We used commercially available statistical software (Comprehensive Meta Analysis software, version 2.2 [Biostat, Englewood, New Jersey] and SAS, version 9.1 [SAS Institute Inc, Cary, North Carolina]). Statistical heterogeneity across studies was assessed using the Q statistic,19 with significant heterogeneity for all of the dietary predictors except for beta carotene, eggs, monounsaturated fatty acids, trans-fatty acids, nuts, whole grains, and a "Mediterranean" dietary pattern. Summary estimates were calculated using a general variance-based method (random-effects model) with 95% CIs.19 Because the potential confounders considered in multivariate analyses vary across studies, we used the parameter estimates in the most complex model, which typically include demographic, lifestyle, and dietary factors. Stratified analyses were also conducted by methodologic quality, sex, type of dietary assessment tool (food frequency questionnaires vs food records and 24-hour recall), continental region (North America, Europe, and Asia), and type of prevention strategy (primary vs secondary) to assess the influence of these factors on the observed associations between diet and CHD.

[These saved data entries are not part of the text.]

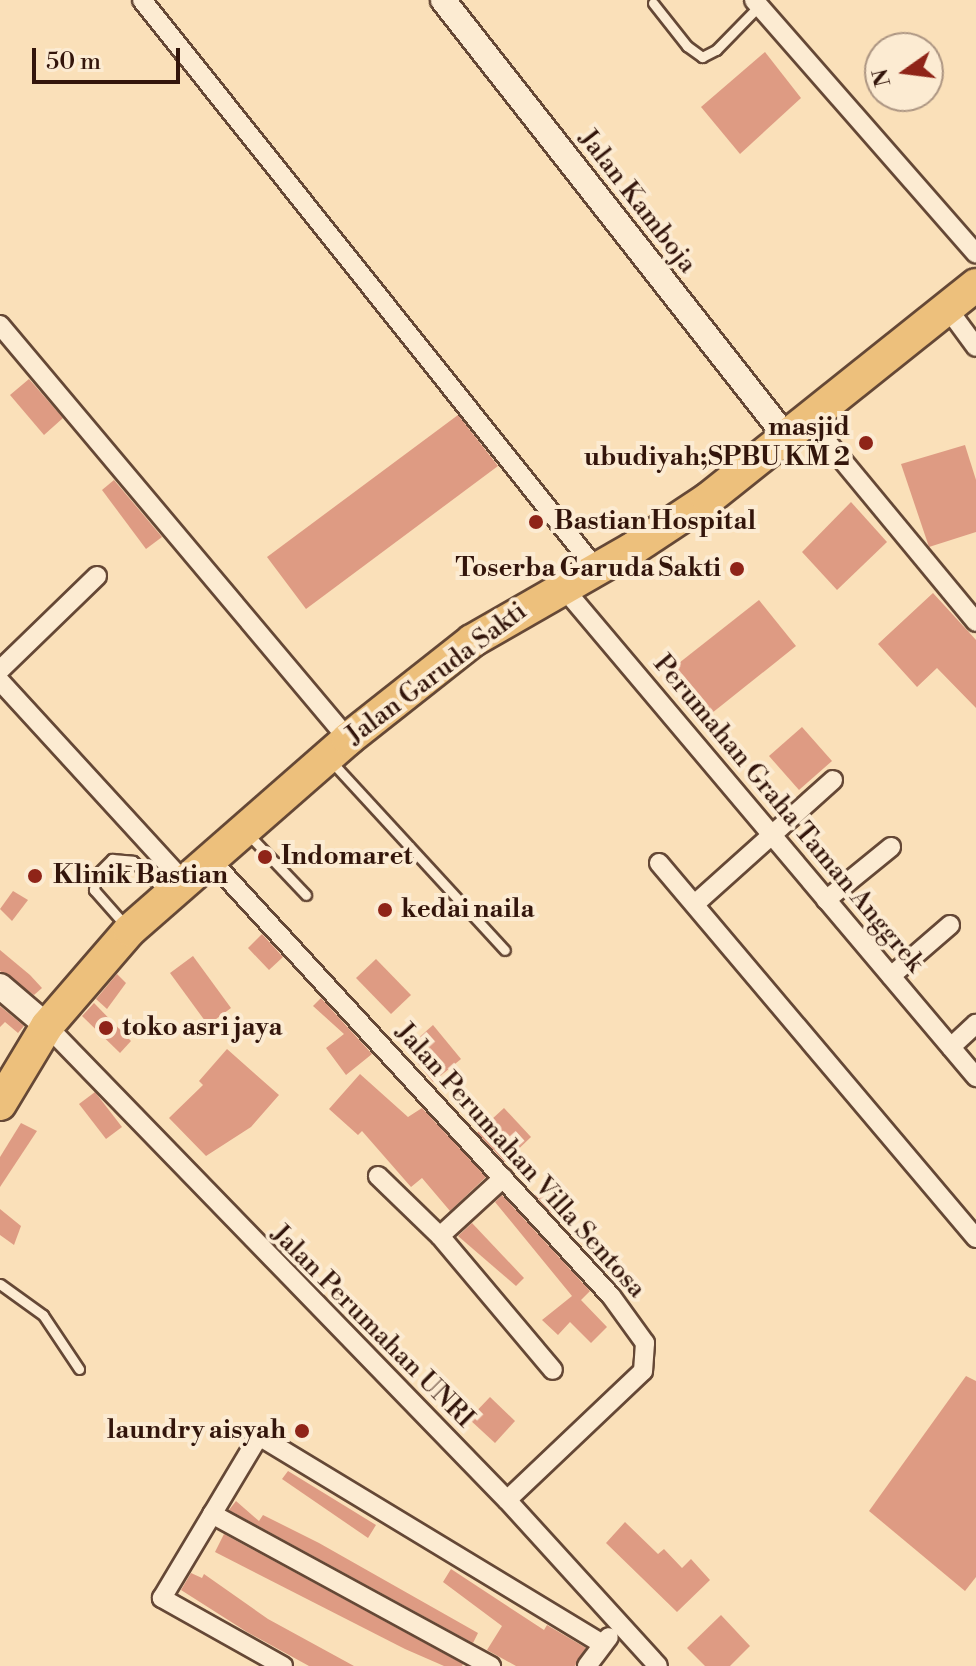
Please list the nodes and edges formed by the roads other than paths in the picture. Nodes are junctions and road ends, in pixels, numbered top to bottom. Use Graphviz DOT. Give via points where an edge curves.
graph roads {
  1 [pos="142,0"];
  2 [pos="443,0"];
  3 [pos="653,3"];
  4 [pos="756,3"];
  5 [pos="976,254"];
  6 [pos="976,285"];
  7 [pos="948,309"];
  8 [pos="0,325"];
  9 [pos="976,347"];
  10 [pos="798,429"];
  11 [pos="596,569"];
  12 [pos="97,576"];
  13 [pos="561,585"];
  14 [pos="976,622"];
  15 [pos="0,670"];
  16 [pos="0,681"];
  17 [pos="338,748"];
  18 [pos="833,780"];
  19 [pos="243,828"];
  20 [pos="772,837"];
  21 [pos="891,847"];
  22 [pos="208,857"];
  23 [pos="659,863"];
  24 [pos="176,888"];
  25 [pos="306,895"];
  26 [pos="826,900"];
  27 [pos="696,903"];
  28 [pos="950,925"];
  29 [pos="130,930"];
  30 [pos="505,950"];
  31 [pos="891,976"];
  32 [pos="0,986"];
  33 [pos="976,1024"];
  34 [pos="47,1026"];
  35 [pos="951,1047"];
  36 [pos="976,1077"];
  37 [pos="0,1104"];
  38 [pos="378,1176"];
  39 [pos="503,1178"];
  40 [pos="440,1236"];
  41 [pos="976,1238"];
  42 [pos="0,1284"];
  43 [pos="79,1369"];
  44 [pos="553,1370"];
  45 [pos="507,1500"];
  46 [pos="212,1514"];
  47 [pos="618,1625"];
  48 [pos="603,1644"];
  49 [pos="283,1666"];
  50 [pos="491,1666"];
  51 [pos="587,1666"];
  52 [pos="658,1666"];
  1 -- 11 [label="street"];
  2 -- 10 [label="street, Jalan Kamboja"];
  3 -- 4 [label="lane" via="702,57 716,50"];
  4 -- 5 [label="street"];
  6 -- 7 [label="highway, Jalan Garuda Sakti"];
  7 -- 9 [label="street"];
  7 -- 10 [label="highway, Jalan Garuda Sakti"];
  8 -- 17 [label="street"];
  10 -- 11 [label="highway, Jalan Garuda Sakti" via="672,523"];
  10 -- 14 [label="street"];
  11 -- 13 [label="highway, Jalan Garuda Sakti"];
  12 -- 15 [label="street"];
  13 -- 17 [label="highway, Jalan Garuda Sakti" via="472,641"];
  13 -- 20 [label="street, Perumahan Graha Taman Anggrek"];
  16 -- 24 [label="street"];
  17 -- 19 [label="highway, Jalan Garuda Sakti"];
  17 -- 30 [label="lane"];
  18 -- 20 [label="street"];
  19 -- 22 [label="highway, Jalan Garuda Sakti"];
  19 -- 25 [label="lane"];
  20 -- 26 [label="street, Perumahan Graha Taman Anggrek"];
  20 -- 27 [label="street"];
  21 -- 26 [label="street"];
  22 -- 24 [label="highway, Jalan Garuda Sakti"];
  22 -- 39 [label="street, Jalan Perumahan Villa Sentosa"];
  23 -- 27 [label="street"];
  24 -- 29 [label="highway, Jalan Garuda Sakti"];
  24 -- 29 [label="lane" via="126,858 103,868 94,890"];
  26 -- 31 [label="street, Perumahan Graha Taman Anggrek"];
  27 -- 41 [label="street"];
  28 -- 31 [label="street"];
  29 -- 34 [label="highway, Jalan Garuda Sakti"];
  31 -- 35 [label="street, Perumahan Graha Taman Anggrek"];
  32 -- 34 [label="street"];
  33 -- 35 [label="street"];
  34 -- 37 [label="highway, Jalan Garuda Sakti"];
  34 -- 45 [label="street, Jalan Perumahan UNRI"];
  35 -- 36 [label="street, Perumahan Graha Taman Anggrek"];
  38 -- 40 [label="street"];
  39 -- 40 [label="street"];
  39 -- 45 [label="street, Jalan Perumahan Villa Sentosa" via="611,1296 645,1343 647,1355 643,1371"];
  40 -- 44 [label="street"];
  42 -- 43 [label="lane" via="43,1315"];
  45 -- 47 [label="street, Jalan Perumahan UNRI"];
  46 -- 48 [label="street" via="254,1440 266,1436"];
  46 -- 49 [label="street" via="163,1599"];
  46 -- 50 [label="street"];
  47 -- 48 [label="street"];
  47 -- 52 [label="street, Jalan Perumahan UNRI"];
  48 -- 51 [label="street"];
}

INVESTIGATION OF HETEROGENEITY

The comparison of quantile extremes to compute RRs in cohort studies may add heterogeneity to summary RR estimates because the mean and median levels of intake in the quantile groups varied from study to study. To examine this, we created a scatterplot and linear regression for each dietary exposure, with the RR value for a given study on the y-axis and the difference in mean or median intake between quantile extremes on the x-axis.. A slope of greater than or less than 0 would suggest that the differences in mean intake across studies influenced the summary RR value, whereas a slope of 0 would suggest that differences in mean intake across studies probably have a negligible effect on the summary estimates. As shown in supplementary appendix 2, no relationship was observed for {omega}-3 fatty acids (as well as other dietary exposures; data not shown), suggesting that different quantile values across studies likely cannot explain the variation in RR values. Finally, to assess whether the results might be explained by certain dietary factors being studied more frequently or the possible reporting of mostly positive results, we examined the relationship between the summary RR values derived from the cohort studies and the sample size from all cohort studies pooled together for each particular dietary factor, with separate plots for beneficial and harmful dietary exposures. A slope of 0 would suggest that a propensity to study certain dietary factors more than others likely does not account for the variation in the effects across dietary exposures. No associations were observed (supplementary appendix 3).